= Molondro =

Spanish footballer (born 1964)

Miquel Bennàssar Mojer (born 19 October 1964), known as Molondro, is a Spanish former footballer who played as a goalkeeper. He spent five years at RCD Mallorca, all as a reserve or back-up, playing three games in the Segunda División and five in La Liga.

==Career==
Born in Sa Pobla in Mallorca, Molondro played in the lower leagues for Constància and Poblense before arriving at RCD Mallorca in the Segunda División in 1988. He was back-up to Ezzaki Badou in every game of his first season up to 1 January 1989, when the Moroccan was injured; his debut was a 1–0 home loss to Castellón with Molondro's error in clearing the ball allowing the opponents' goal.

Molondro was an unused substitute in the 1991 Copa del Rey final, in which Mallorca lost 1–0 to Atlético Madrid after extra time. He was one of only five players to attend the congratulation ceremony by Palma de Mallorca mayor Joan Fageda, as the rest of the squad had gone on holiday.

In October 1991, Ezzaki Badou returned to his country without explanation, leaving Molondro to play in goal.

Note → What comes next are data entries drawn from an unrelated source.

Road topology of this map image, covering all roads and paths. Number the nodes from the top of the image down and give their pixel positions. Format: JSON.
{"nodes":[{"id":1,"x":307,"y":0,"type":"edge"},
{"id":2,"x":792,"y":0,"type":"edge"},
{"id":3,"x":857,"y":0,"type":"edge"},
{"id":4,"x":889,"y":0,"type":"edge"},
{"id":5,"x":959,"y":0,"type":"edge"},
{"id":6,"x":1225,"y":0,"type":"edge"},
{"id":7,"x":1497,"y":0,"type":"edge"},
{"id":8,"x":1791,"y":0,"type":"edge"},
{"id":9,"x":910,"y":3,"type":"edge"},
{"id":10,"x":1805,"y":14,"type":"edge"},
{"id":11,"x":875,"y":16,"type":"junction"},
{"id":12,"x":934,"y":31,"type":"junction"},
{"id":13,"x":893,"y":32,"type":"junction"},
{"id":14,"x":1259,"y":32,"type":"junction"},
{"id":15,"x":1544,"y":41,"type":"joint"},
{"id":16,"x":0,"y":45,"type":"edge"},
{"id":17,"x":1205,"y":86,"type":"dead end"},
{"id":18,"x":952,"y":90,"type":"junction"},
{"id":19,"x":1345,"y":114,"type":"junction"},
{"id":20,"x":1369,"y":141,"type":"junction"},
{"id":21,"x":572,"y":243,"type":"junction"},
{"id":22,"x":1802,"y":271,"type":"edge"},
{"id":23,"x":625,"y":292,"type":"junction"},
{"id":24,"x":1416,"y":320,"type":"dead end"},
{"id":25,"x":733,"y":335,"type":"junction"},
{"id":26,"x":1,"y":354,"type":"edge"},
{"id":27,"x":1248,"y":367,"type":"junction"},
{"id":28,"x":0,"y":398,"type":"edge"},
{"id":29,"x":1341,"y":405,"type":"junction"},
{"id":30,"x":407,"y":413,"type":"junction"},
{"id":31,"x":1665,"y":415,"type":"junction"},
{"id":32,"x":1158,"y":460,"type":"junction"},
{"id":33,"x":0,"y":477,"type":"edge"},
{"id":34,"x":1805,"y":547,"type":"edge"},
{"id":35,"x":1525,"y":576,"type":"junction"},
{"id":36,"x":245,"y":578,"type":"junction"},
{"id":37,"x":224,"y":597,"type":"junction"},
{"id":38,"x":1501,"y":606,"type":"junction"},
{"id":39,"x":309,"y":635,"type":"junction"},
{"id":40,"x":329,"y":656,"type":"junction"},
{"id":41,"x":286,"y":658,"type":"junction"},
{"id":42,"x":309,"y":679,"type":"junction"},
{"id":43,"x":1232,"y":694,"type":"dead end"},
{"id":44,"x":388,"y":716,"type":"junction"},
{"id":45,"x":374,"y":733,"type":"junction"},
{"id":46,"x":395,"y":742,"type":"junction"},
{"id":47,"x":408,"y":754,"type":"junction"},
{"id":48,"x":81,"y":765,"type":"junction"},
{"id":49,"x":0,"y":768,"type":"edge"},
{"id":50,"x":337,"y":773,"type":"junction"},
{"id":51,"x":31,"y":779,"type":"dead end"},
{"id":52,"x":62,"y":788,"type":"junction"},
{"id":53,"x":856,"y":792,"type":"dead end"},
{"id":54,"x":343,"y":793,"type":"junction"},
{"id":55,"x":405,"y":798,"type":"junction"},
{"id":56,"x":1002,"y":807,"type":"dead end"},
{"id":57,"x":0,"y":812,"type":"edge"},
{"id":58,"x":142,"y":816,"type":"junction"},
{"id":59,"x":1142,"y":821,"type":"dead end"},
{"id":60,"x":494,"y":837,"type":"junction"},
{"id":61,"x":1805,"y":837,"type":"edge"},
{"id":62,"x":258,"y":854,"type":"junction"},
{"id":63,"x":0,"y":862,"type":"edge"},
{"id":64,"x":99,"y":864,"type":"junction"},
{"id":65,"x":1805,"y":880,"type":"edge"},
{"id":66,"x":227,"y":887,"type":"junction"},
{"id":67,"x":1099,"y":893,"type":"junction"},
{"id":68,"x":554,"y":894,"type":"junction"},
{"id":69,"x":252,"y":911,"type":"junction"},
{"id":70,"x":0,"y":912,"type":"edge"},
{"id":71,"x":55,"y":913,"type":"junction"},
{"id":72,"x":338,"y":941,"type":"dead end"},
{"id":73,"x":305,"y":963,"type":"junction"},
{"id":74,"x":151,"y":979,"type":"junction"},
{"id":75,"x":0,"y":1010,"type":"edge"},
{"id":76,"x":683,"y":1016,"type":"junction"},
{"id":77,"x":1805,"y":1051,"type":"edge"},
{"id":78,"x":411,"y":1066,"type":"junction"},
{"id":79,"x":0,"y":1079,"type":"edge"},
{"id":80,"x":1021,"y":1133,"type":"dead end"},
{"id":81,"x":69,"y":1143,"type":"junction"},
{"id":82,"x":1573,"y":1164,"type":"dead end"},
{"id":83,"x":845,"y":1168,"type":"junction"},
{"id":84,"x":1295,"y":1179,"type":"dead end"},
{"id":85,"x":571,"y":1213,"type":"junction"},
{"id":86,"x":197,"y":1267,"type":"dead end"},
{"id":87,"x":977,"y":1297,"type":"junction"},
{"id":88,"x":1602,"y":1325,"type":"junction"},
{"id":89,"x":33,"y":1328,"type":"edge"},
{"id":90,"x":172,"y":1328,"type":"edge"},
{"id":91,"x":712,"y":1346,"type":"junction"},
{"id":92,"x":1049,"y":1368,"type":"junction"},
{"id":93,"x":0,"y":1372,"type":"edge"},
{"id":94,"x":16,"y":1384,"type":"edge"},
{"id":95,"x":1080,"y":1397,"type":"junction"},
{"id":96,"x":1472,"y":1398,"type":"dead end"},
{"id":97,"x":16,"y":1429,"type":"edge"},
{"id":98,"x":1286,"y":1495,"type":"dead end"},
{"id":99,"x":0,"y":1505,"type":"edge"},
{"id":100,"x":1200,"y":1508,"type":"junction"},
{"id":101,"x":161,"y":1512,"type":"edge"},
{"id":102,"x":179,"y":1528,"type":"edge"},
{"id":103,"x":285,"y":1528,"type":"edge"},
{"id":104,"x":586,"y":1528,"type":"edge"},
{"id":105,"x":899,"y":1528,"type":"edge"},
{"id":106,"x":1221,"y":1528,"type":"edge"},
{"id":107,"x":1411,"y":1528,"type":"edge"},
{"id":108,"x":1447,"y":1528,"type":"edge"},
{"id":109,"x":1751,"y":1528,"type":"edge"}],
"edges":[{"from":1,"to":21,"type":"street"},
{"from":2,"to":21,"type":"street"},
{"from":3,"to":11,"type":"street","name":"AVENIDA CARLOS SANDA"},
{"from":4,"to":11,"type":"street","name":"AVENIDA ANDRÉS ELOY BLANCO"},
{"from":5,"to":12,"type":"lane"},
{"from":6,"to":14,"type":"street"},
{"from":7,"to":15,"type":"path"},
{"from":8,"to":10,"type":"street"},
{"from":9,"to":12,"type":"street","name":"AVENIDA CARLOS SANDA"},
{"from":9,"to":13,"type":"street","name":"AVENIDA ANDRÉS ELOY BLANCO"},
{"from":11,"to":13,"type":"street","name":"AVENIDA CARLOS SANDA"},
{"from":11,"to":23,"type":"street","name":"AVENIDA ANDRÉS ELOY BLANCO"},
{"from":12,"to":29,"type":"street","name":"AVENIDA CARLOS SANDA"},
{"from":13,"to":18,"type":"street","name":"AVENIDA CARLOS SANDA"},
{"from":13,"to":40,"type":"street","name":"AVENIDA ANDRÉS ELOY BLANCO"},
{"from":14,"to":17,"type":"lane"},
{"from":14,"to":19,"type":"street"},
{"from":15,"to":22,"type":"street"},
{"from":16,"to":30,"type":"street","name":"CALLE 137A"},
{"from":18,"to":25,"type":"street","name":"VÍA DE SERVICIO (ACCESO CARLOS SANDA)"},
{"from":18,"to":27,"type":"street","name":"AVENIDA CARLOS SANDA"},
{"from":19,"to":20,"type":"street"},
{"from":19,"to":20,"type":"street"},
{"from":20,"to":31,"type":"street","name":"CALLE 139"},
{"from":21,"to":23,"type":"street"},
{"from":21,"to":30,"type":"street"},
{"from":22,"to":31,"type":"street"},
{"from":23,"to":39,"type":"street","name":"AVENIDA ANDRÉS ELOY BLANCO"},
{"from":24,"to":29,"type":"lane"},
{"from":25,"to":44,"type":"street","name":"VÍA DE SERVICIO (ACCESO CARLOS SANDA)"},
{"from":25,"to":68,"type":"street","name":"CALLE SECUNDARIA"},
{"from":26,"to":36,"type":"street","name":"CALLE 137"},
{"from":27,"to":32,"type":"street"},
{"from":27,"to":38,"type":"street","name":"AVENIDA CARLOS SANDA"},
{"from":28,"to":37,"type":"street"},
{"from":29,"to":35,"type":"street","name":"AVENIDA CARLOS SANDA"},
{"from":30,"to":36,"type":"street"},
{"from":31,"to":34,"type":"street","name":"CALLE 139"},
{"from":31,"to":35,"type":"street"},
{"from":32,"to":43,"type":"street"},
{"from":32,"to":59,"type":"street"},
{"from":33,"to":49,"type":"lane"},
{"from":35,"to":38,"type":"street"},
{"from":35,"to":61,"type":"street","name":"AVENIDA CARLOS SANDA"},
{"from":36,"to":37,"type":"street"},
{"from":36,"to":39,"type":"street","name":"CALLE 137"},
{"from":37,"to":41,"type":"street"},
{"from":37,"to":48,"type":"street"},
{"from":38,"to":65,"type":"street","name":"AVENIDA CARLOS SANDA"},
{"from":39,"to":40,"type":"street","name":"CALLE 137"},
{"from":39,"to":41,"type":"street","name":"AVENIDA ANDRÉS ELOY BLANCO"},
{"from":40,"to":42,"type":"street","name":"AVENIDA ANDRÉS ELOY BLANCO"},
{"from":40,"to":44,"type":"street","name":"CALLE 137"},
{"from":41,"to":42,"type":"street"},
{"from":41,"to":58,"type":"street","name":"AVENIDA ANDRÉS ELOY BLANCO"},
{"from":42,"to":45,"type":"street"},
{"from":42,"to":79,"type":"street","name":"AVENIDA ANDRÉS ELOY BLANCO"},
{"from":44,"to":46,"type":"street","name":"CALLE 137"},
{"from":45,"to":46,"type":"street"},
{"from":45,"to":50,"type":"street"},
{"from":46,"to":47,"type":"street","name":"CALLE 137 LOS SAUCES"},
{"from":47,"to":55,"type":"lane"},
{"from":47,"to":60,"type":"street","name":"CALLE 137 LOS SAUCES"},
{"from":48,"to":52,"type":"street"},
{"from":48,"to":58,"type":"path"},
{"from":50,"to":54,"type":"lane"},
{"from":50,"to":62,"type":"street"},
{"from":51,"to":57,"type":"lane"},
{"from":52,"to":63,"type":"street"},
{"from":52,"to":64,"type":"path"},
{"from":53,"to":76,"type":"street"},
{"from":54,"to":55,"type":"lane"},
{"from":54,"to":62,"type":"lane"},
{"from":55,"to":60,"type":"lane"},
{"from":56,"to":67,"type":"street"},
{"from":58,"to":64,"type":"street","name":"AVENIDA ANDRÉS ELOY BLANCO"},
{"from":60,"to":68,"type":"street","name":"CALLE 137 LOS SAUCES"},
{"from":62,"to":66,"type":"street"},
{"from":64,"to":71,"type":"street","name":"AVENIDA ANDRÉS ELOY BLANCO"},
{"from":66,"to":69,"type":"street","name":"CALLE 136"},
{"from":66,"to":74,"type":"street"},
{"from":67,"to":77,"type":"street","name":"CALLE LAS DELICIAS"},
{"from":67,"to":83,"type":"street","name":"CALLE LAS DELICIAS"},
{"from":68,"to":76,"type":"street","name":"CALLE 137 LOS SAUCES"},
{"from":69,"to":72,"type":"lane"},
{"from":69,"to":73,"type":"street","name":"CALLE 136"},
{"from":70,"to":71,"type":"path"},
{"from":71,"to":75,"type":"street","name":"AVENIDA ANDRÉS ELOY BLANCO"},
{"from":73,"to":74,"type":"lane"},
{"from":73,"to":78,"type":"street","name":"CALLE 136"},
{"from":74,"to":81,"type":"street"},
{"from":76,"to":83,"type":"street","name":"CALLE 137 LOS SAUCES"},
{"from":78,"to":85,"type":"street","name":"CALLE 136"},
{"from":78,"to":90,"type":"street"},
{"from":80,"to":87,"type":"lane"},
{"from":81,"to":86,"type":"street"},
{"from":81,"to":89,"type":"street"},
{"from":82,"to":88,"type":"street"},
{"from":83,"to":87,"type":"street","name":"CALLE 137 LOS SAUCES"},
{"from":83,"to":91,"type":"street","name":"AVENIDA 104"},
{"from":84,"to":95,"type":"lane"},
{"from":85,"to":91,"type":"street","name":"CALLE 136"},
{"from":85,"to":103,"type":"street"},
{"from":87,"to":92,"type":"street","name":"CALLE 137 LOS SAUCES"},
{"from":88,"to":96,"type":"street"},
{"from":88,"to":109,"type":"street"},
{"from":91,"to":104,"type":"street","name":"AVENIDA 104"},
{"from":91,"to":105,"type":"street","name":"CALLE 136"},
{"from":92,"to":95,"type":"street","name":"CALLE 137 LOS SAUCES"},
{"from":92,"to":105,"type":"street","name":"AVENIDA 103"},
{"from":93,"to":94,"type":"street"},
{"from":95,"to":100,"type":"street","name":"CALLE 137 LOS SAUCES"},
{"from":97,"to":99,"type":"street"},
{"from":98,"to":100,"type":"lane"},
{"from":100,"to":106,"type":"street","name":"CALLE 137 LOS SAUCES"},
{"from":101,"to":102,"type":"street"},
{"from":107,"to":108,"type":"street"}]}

He played his first La Liga game on 20 October, a 1–0 home win over Cádiz. On 3 November, he was sent off before half time for conceding a penalty kick with a foul on Ernesto Valverde, which was scored by visitors Athletic Bilbao in their 2–1 win. He totalled five top-flight games – four losses – and the club signed Romania international Bogdan Stelea to replace him before the end of the month.

Molondro's contract expired in July 1993, with Mallorca still in the second tier, and he was released. He returned to Poblense, taking part in the Tercera División playoffs in 1996.

Molondro later became president of Poblense. In April 2010, he joined the bid of his former Mallorca manager Lorenzo Serra Ferrer, who was attempting to buy the club.

==Personal life==
Molondro's son Miquel (born 1994), who inherited his nickname, also played in goal for Poblense.